Although he anticipated losing some business initially, Strauch said his business boomed immediately until the recent downturn in the economy.

"We had a huge concern leaving. We were almost a landmark, and we had a lot of loyal westsiders as customers," he said.

Now that he's moved where parking is generous and where customers roam?

"I wouldn't change it for the world," he said.

Crowley said job and population sprawl requires more infrastructure spending by the city.

Yet once that sprawl crosses into the county, the city loses the tax bases needed to sustain the infrastructure it has built.

Mike Kazmierski, president and CEO of the Colorado Springs Regional Economic Development Corp., said absent government or community intervention, the private sector will seek the lowest cost to do business, and that often means moving out of the core business district. He said that suggests the government or the community must consider offering incentives to keep or attract businesses in the downtown area.

Crowley said there have been many efforts to revitalize Colorado Springs' downtown, yet it remains largely populated only during working hours. He said urban renewal here is simply too expensive for any one company to attempt, yet tax-limitations measures mean the city doesn't have the money to help.

Crowley said if the city has any hope of attracting a substantial number of residents and businesses downtown, it needs to create a major enterprise zone downtown and exempt the entire area from taxes for a certain period. But he said the Taxpayer's Bill of Rights, or TABOR, would require that tax exemption remain in force forever - ultimately dooming any such attempt.

"Unless you have downtown revitalization, you get stuck," he said. "It gets slummy. We haven't seen that happen yet. But we have put ourselves in a difficult position to make sure new investment gets downtown."

 

DETAILS

• The Brookings Institution report released this week found there were 199,907 jobs within 35 miles of downtown Colorado Springs in 1998. The share of those jobs within 3 miles of downtown was 38.6 percent.

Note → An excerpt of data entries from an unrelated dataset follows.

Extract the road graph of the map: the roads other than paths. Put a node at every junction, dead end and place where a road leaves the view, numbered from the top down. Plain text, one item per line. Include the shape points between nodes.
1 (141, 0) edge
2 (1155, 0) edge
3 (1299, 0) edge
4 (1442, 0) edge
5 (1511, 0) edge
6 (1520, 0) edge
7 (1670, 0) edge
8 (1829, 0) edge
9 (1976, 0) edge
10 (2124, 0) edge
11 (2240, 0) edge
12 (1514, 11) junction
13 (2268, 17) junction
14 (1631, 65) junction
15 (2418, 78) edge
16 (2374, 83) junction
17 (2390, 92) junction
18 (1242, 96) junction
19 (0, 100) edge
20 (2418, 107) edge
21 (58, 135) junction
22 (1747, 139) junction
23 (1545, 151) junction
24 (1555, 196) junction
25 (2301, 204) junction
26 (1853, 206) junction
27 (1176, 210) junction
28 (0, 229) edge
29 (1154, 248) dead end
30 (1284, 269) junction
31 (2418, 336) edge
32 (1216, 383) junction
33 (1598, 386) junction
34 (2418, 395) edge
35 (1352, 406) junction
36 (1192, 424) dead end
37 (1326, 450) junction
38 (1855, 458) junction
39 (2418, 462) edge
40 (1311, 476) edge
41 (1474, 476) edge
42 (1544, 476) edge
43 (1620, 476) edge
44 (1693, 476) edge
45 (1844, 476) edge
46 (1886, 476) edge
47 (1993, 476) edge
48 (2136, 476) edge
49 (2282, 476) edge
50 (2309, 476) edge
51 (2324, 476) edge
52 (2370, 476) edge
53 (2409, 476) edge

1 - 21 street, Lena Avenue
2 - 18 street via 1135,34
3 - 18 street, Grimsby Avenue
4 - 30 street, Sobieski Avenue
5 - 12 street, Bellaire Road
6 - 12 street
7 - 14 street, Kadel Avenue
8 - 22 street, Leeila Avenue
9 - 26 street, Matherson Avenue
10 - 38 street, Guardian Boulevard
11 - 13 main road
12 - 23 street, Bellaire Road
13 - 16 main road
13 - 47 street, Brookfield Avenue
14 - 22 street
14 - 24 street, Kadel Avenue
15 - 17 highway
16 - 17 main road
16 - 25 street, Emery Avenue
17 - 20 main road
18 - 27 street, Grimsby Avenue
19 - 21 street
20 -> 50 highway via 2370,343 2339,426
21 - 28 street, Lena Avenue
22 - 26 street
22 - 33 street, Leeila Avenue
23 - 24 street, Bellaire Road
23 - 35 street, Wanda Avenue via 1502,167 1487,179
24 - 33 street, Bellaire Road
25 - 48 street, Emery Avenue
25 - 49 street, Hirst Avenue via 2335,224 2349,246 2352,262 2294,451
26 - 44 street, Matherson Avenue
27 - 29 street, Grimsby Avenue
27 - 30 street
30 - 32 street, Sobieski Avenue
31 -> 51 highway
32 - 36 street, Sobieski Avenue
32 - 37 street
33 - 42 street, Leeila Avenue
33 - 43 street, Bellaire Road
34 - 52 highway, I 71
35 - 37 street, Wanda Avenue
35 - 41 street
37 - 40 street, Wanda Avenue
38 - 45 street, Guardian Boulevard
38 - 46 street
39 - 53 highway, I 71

Eight years later, jobs in the city had grown to 224,430 - a fairly paltry increase compared with some other cities with less than 500,000 jobs - and only 34.9 percent of those were within 3 miles of downtown.

The percentage of jobs within 3 to 10 miles of the downtown core remained fairly constant over the eight years, 53.5 percent in 1998 and 53.2 percent in 2006, the study found.

The most striking change was the number of jobs located 10 miles or more beyond the downtown core. Those increased substantially, from 7.9 percent in 1998 to 11.9 percent in 2006.